CEVAP: Davalı yanın cevap dilekçesi sunmadığı görüldü.

DEĞERLENDİRME:
Mahkememizde açılan dava, davalının davacı şirkette edindiği bilgileri, davacı şirketteki işinden ayrıldıktan sonra haksız rekabet kuralları gereği yeni çalıştığı rakip firmaya aktarması ve bu firmada çalışmaya başladığı için oluşan cezai şart tazminatı alacağı talebine ilişkin olduğu anlaşılmaktadır.
Tarafların dilekçelerinde bildirdikleri ve resen toplanması gerekli belgeler için müzekkereler yazılmış ve istenilen belgeler dosyaya sunulmuştur.

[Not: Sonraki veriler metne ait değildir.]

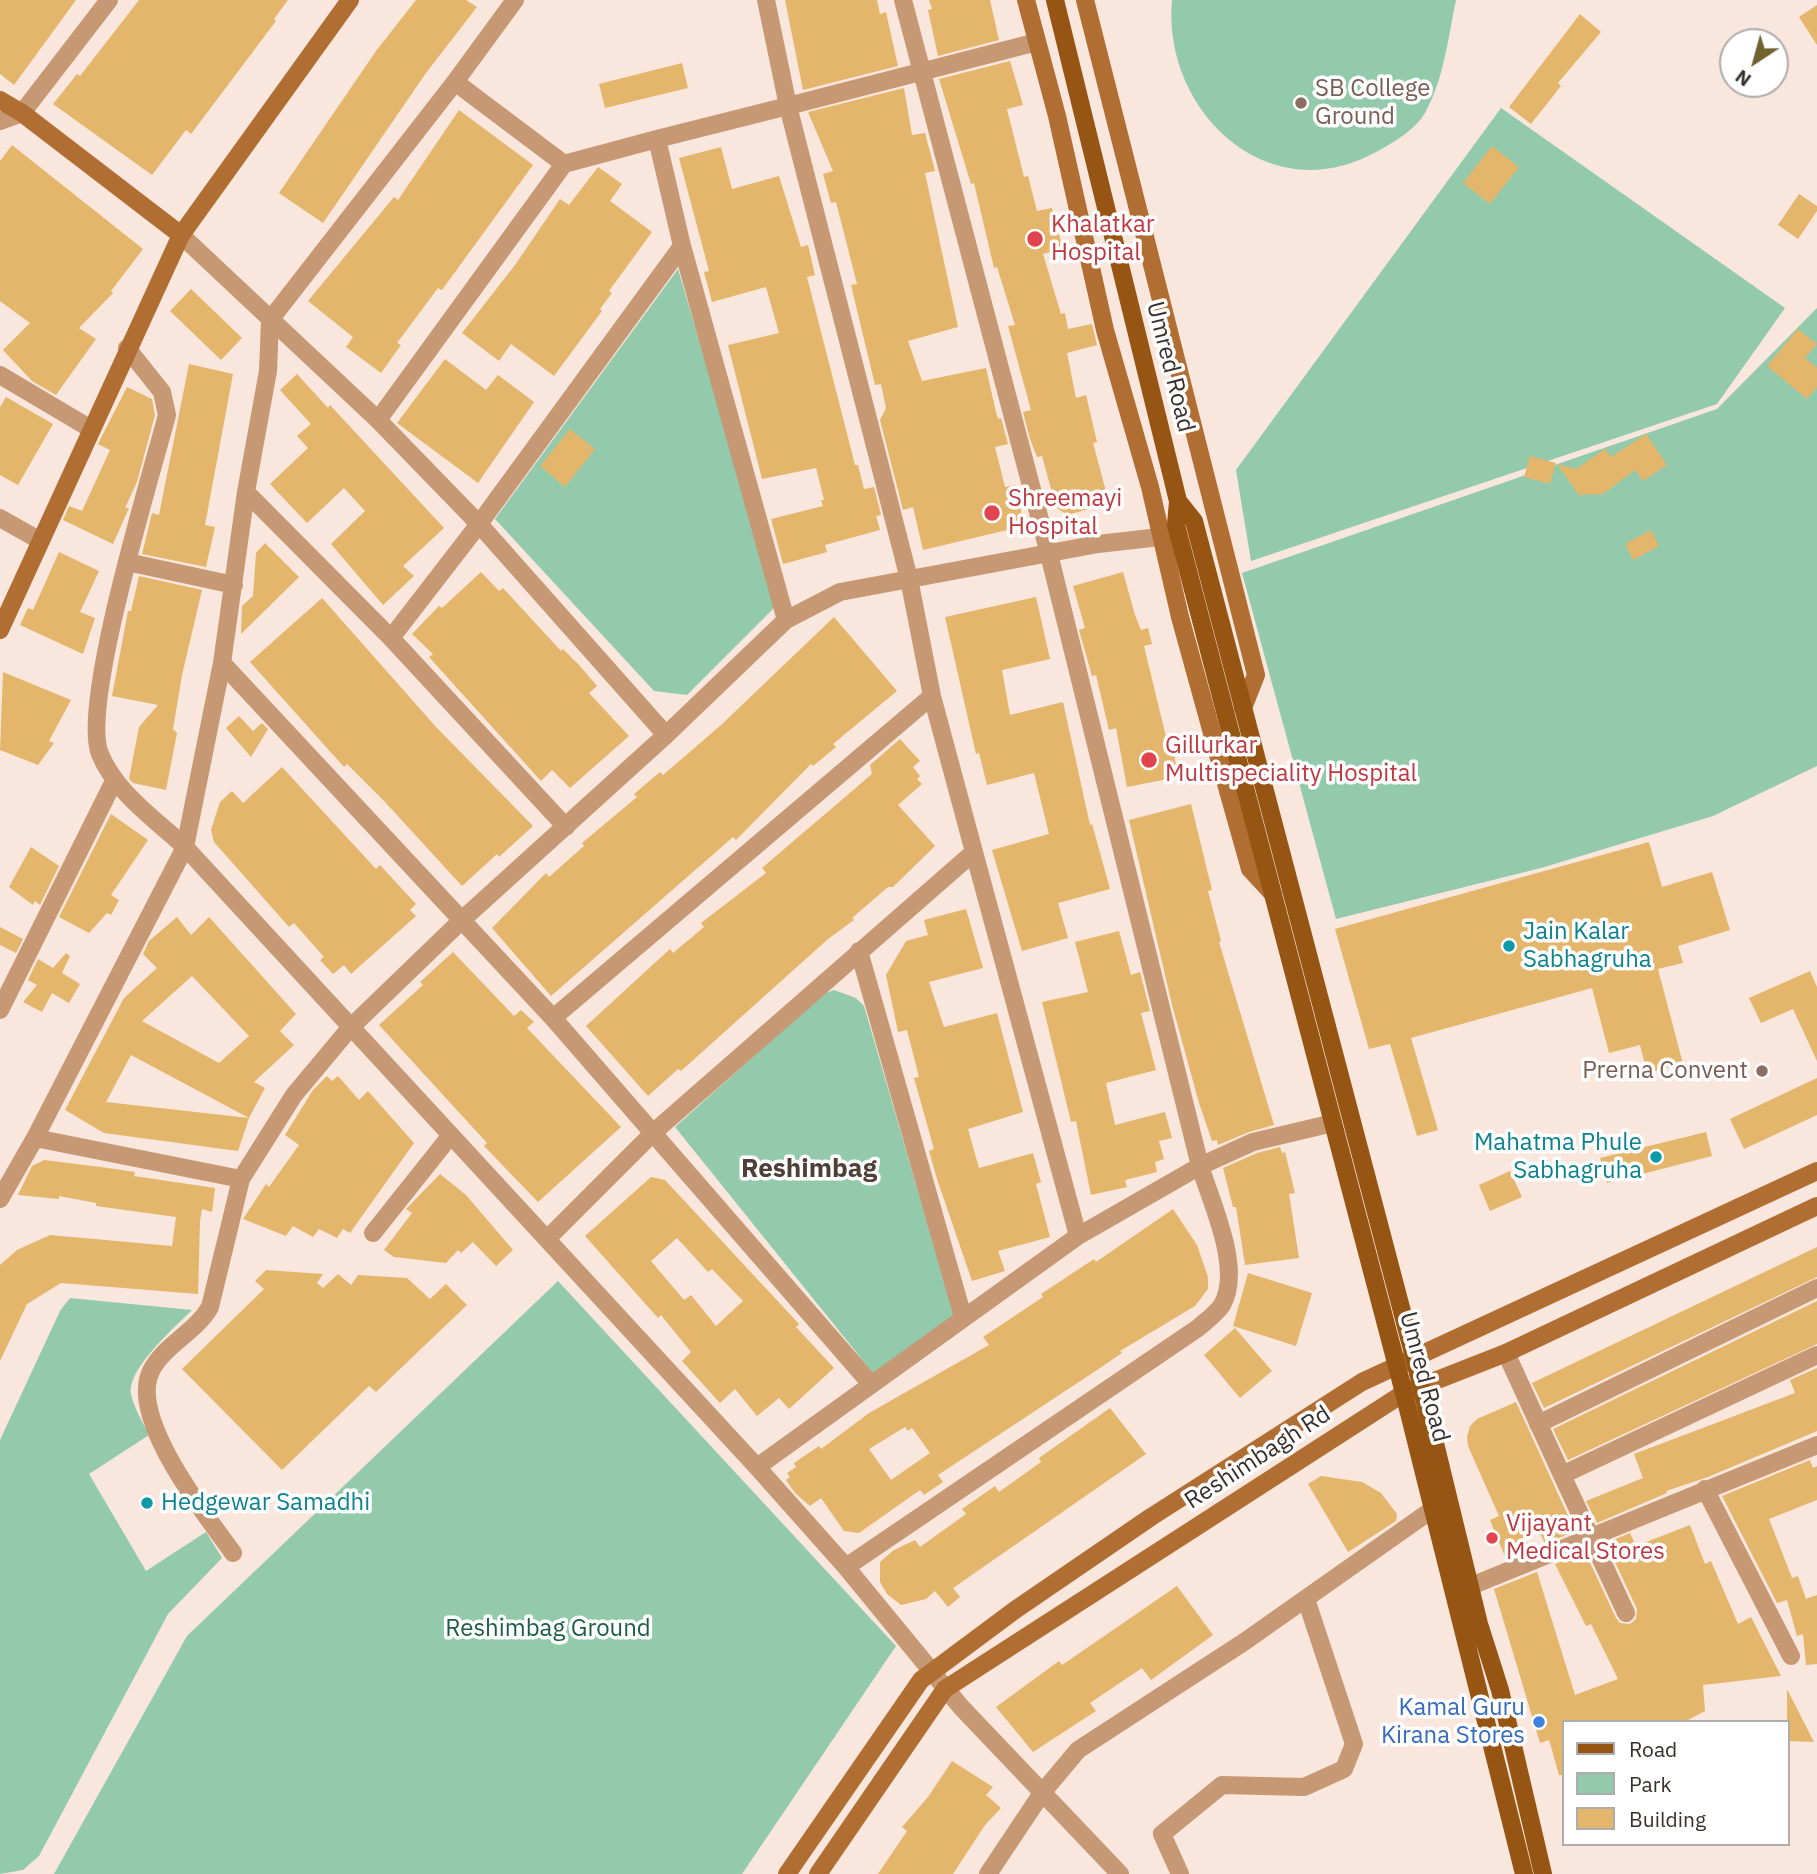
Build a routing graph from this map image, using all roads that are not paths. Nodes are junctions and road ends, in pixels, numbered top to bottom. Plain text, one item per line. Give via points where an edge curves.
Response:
1 (109, 0) edge
2 (350, 0) edge
3 (515, 0) edge
4 (766, 0) edge
5 (903, 0) edge
6 (1026, 0) edge
7 (1055, 0) edge
8 (1085, 0) edge
9 (1037, 42) junction
10 (922, 74) junction
11 (455, 82) junction
12 (0, 100) edge
13 (788, 106) junction
14 (22, 113) junction
15 (0, 121) edge
16 (657, 139) junction
17 (564, 164) junction
18 (181, 235) junction
19 (682, 246) junction
20 (270, 320) junction
21 (127, 348) junction
22 (0, 375) edge
23 (378, 419) junction
24 (91, 429) junction
25 (246, 492) junction
26 (1178, 501) junction
27 (0, 518) edge
28 (479, 524) junction
29 (1160, 537) junction
30 (39, 540) junction
31 (1049, 554) junction
32 (127, 562) junction
33 (909, 579) junction
34 (234, 585) junction
35 (786, 620) junction
36 (1, 624) edge
37 (391, 638) junction
38 (222, 663) junction
39 (932, 696) junction
40 (1243, 708) junction
41 (666, 735) junction
42 (114, 781) junction
43 (566, 827) junction
44 (186, 847) junction
45 (974, 852) junction
46 (1273, 894) junction
47 (463, 919) junction
48 (859, 951) junction
49 (1310, 999) junction
50 (0, 1010) edge
51 (553, 1018) junction
52 (350, 1028) junction
53 (1333, 1123) junction
54 (655, 1131) junction
55 (451, 1135) junction
56 (35, 1138) junction
57 (1200, 1166) junction
58 (1817, 1171) edge
59 (241, 1179) junction
60 (0, 1199) edge
61 (1817, 1206) edge
62 (373, 1233) dead end
63 (1079, 1236) junction
64 (547, 1239) junction
65 (1817, 1287) edge
66 (963, 1317) junction
67 (1506, 1353) junction
68 (1817, 1355) edge
69 (1414, 1357) junction
70 (1396, 1365) junction
71 (871, 1384) junction
72 (1413, 1391) junction
73 (1538, 1424) junction
74 (1817, 1445) edge
75 (757, 1467) junction
76 (1562, 1475) junction
77 (1705, 1489) junction
78 (1441, 1505) junction
79 (1590, 1537) junction
80 (233, 1552) dead end
81 (846, 1567) junction
82 (1471, 1586) junction
83 (1306, 1599) junction
84 (1626, 1613) dead end
85 (1791, 1656) dead end
86 (930, 1670) junction
87 (945, 1689) junction
88 (1042, 1793) junction
89 (787, 1874) edge
90 (818, 1874) edge
91 (988, 1874) edge
92 (1119, 1874) edge
93 (1180, 1874) edge
94 (1524, 1874) edge
95 (1543, 1874) edge

1 - 14 street
2 - 18 street
3 - 11 street
4 - 13 street
5 - 10 street
6 - 9 street
7 - 26 main road, Umred Road
8 - 40 street via 1256,675
9 - 10 street
9 - 29 street
10 - 13 street
10 - 31 street
11 - 17 street
11 - 20 street
12 - 14 street
13 - 16 street
13 - 33 street
14 - 15 street
14 - 18 street
16 - 17 street
16 - 19 street
17 - 23 street
18 - 20 street
18 - 21 street
19 - 28 street
19 - 35 street
20 - 23 street
20 - 25 street via 268,371
21 - 24 street
21 - 32 street via 162,392 167,415
22 - 24 street
23 - 28 street
24 - 30 street
25 - 34 street
25 - 37 street
26 - 40 main road via 1194,521
26 - 46 main road, Umred Road via 1176,525
27 - 30 street
28 - 37 street
28 - 41 street
29 - 31 street
29 - 46 street via 1250,869
30 - 36 street
31 - 33 street
31 - 57 street
32 - 34 street
32 - 42 street via 95,724 98,751
33 - 35 street via 839,592
33 - 39 street
34 - 38 street
35 - 41 street
37 - 43 street
38 - 44 street
38 - 47 street
39 - 45 street
39 - 51 street
40 - 49 main road
41 - 43 street
42 - 44 street
42 - 50 street
43 - 47 street
44 - 52 street
44 - 56 street
45 - 48 street
45 - 63 street
46 - 49 main road, Umred Road
47 - 51 street
47 - 52 street
48 - 54 street
48 - 66 street
49 - 53 main road, Umred Road
49 - 69 main road
51 - 54 street
52 - 55 street
52 - 59 street via 294,1096
53 - 57 street via 1253,1142
53 - 70 main road, Umred Road
54 - 64 street
54 - 71 street
55 - 62 street
55 - 64 street
56 - 59 street
56 - 60 street
57 - 63 street
57 - 81 street via 1227,1250 1229,1279 1222,1304 1198,1328
58 - 69 street
59 - 80 street via 210,1307 160,1358 146,1383 157,1433 200,1507
61 - 67 street, Reshimbagh Rd
63 - 66 street
64 - 75 street
65 - 73 street
66 - 71 street
67 - 72 street, Reshimbagh Rd
67 - 73 street
68 - 76 street
69 - 70 street
69 - 72 main road
70 - 72 main road, Umred Road
70 - 86 street via 1151,1517
71 - 75 street
72 - 78 main road
72 - 87 street, Reshimbagh Rd
73 - 76 street
74 - 77 street
75 - 81 street
76 - 79 street
77 - 79 street
77 - 85 street
78 - 82 main road
78 - 83 street
78 - 94 main road
79 - 82 street
79 - 84 street
81 - 86 street
82 - 95 main road
83 - 88 street via 1077,1750
83 - 93 street via 1354,1744 1344,1769 1304,1787 1222,1786 1162,1834
86 - 87 street
86 - 89 street
87 - 88 street
87 - 90 street, Reshimbagh Rd
88 - 91 street
88 - 92 street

Tarafların tanıkları dinlenilmiştir.
Davacı tanığı … mahkememizde “davalıyı tanırım, kendisi daha önce davacı şirkette yazılım geliştirme grup müdürü olarak çalışıyordu, bende finansal iş çözümleri direktörü olarak görev yapıyorum, halen davacı şirkette çalışmaktayım, hatırladığım kadarıyla davalı yaklaşık bir sene önce istifa ederek şirketten ayrıldı, kendisini kalması konusunda ikna etmeye çalıştık fakat istifa etti, sonrasında duyduğumuza göre hemen … Şirketinde çalışmaya başlamış şuan halen orda çalışmaktadır, davalı bizim şirketimizde yapmış olduğu işin aynısını şuan çalıştığı şirkette yapmaktadır, ben bunu halen görüştüğümüz ortak arkadaşlarımız olduğu için onlardan duydum, ben kendim bizzat davalı ile bizim şirketten ayrıldıktan sonra görüşmedim, davalının şuan çalıştığı şirket bizimle aynı işi yapan rakip bir firmadır, davalının birlikte çalıştığı ekip leasing uygulaması yazılımı geliştirdiler, aynı sektörde olduğumuz için biliyorum, davalı benim de çalıştığım şirkette yine leasing uygulaması yazılımı üzerine çalışan ekibin başındaydı, leasing uygulaması yazılımı öncelikle bir iskelet olarak oluşturulur, sonrasında müşterilere göre düzenlemeler yapılarak özelleştirilip müşterilere sunulur, benim çalıştığım şirket 30 yıldır bu işi yapmakta olup, davalının davacı şirkette iken başında bulunduğu ekip şirketin üçüncü jenarasyon yazılım uygulamasını oluşturdular, davalı daha sonra istifa edip … Şirketine geçtikten sonra burada da yeni bir yazılım uygulaması geliştirdiler, … daha öncesinde bizim müşterimizdi davalı … şirketine geçtikten sonra … ile çalışmaya başladı, …’in … ile çalışmaya başlama süreci ile ilgili bilgim yoktur, ancak … Şirketi yazılım uygulaması geliştirmede tıkanmış durumda idiler, bunu aynı sektörde olduğuz için biliyorum, davalı … şirketine geçtikten sonra büyük bir … götürmüş oldu, bu sayede de … şirketi yazılımını oluşturdu, bizim şirketimiz platform olarak … altyapısını kullanmaktadır, bildiğim kadarı ile … ön yüzde …arka yüzde … altyapısını kullanmaktadır, bu altyapıların farklı olması önemli değildir, mesleğe yeni başlayan birisi için ortamların farklı olması önemlidir, ancak davalı gibi meslekte tecrübeli olan birisi için ortamların farklı olması önemli değildir, asıl önemli olan … ve … dır” şeklinde beyanda bulunmuştur.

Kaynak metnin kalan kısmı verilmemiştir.